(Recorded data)
'''
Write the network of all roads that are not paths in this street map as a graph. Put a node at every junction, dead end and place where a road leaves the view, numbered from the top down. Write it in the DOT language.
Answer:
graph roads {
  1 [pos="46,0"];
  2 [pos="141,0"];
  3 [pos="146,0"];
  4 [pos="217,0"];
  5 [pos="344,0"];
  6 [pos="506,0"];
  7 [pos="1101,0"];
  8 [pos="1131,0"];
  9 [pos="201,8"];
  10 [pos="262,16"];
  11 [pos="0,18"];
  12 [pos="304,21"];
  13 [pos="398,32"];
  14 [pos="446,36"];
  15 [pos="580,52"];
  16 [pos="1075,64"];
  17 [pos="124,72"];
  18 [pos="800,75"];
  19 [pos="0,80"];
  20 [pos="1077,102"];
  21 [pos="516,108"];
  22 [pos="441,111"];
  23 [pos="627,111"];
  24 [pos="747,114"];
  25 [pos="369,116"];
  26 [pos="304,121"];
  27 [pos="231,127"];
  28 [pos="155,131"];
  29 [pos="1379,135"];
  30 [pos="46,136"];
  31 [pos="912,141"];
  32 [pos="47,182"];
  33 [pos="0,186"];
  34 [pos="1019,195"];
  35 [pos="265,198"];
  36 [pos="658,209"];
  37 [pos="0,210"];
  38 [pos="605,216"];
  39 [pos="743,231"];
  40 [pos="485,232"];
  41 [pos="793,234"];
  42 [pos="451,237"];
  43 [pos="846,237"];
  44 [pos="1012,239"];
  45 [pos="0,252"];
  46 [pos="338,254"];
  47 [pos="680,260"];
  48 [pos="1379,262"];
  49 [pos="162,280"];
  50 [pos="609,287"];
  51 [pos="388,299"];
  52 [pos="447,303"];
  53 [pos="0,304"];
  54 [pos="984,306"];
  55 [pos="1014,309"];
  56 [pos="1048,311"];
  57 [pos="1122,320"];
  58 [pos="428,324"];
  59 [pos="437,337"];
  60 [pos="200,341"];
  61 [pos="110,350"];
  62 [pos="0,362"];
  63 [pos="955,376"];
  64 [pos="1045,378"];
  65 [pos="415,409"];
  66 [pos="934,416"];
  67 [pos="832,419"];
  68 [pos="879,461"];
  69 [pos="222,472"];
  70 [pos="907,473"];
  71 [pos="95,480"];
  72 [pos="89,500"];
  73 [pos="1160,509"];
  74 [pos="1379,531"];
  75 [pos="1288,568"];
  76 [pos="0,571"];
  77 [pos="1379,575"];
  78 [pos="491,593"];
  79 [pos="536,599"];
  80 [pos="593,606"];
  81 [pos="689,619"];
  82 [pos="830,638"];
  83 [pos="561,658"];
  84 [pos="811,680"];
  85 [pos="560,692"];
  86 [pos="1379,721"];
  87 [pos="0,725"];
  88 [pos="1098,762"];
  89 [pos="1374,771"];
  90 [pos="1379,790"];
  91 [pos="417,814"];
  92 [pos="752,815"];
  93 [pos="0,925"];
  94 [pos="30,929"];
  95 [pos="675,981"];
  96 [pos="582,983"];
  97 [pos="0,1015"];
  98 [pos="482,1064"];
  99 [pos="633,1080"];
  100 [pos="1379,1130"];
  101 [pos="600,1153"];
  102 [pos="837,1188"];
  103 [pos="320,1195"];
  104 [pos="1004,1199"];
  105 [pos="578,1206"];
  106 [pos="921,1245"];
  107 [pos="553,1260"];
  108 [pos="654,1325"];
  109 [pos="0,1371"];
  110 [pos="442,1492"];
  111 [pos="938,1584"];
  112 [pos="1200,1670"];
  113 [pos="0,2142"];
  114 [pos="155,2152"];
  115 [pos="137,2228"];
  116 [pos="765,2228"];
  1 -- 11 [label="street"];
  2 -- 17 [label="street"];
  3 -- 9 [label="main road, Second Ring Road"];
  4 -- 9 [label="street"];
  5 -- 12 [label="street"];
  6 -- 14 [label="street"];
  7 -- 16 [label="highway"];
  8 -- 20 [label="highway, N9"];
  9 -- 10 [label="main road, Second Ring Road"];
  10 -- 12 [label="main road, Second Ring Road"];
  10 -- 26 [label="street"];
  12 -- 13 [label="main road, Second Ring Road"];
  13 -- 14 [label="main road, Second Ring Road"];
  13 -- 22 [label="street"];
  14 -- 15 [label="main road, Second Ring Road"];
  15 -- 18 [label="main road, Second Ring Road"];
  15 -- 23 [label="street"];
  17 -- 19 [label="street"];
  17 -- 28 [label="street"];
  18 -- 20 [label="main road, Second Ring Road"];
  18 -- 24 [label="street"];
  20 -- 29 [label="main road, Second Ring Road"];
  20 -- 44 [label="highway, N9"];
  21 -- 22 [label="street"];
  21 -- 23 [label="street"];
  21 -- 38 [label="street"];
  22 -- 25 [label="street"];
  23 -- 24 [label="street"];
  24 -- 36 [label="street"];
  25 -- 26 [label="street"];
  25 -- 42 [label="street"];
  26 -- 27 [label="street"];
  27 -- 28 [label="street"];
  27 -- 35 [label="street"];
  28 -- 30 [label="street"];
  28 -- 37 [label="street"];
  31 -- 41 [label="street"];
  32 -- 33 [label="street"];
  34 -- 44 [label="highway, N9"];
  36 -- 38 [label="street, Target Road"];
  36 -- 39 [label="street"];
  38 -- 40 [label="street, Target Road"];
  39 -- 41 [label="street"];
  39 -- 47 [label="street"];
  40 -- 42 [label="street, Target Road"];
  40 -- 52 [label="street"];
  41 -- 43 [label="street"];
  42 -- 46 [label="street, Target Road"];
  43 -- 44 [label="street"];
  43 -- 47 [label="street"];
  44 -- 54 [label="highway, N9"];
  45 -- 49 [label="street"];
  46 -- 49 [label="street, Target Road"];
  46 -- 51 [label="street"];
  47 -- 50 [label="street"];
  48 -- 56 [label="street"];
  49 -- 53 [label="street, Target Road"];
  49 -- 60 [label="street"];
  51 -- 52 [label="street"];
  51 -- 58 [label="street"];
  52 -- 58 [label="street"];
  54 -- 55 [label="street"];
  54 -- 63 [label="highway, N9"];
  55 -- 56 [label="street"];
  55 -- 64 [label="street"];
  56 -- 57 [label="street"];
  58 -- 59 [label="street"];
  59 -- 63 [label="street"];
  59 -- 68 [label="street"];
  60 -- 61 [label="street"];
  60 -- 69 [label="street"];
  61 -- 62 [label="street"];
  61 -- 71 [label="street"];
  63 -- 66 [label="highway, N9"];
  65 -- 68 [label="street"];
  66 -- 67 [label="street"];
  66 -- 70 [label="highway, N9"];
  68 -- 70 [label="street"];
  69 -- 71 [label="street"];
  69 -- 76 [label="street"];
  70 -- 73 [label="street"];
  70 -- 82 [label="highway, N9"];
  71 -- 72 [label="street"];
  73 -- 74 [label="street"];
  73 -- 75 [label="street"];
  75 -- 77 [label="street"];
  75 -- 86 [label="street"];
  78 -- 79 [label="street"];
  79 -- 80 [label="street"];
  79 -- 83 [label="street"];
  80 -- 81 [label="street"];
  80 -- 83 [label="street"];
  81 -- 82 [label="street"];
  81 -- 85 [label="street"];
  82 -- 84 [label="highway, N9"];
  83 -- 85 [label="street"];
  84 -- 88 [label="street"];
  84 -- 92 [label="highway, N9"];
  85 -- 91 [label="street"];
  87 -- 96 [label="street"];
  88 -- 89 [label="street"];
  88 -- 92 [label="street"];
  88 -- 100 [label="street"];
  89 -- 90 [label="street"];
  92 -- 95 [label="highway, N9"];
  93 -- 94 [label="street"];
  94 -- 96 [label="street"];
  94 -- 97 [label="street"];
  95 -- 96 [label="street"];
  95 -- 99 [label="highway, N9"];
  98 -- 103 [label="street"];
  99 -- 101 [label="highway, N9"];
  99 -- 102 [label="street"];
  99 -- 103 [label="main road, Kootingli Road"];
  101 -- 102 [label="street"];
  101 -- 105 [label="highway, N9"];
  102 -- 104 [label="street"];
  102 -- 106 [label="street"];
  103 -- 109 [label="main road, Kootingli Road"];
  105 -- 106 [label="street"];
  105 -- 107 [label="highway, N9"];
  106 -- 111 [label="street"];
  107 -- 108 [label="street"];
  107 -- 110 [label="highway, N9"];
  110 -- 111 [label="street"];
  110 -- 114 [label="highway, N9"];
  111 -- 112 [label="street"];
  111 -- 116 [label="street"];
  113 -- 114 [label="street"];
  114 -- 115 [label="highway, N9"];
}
'''
Problem statement →
Please find every line in the records that contains the word "Ring", and copy it out.

Result for this task →
  3 -- 9 [label="main road, Second Ring Road"];
  9 -- 10 [label="main road, Second Ring Road"];
  10 -- 12 [label="main road, Second Ring Road"];
  12 -- 13 [label="main road, Second Ring Road"];
  13 -- 14 [label="main road, Second Ring Road"];
  14 -- 15 [label="main road, Second Ring Road"];
  15 -- 18 [label="main road, Second Ring Road"];
  18 -- 20 [label="main road, Second Ring Road"];
  20 -- 29 [label="main road, Second Ring Road"];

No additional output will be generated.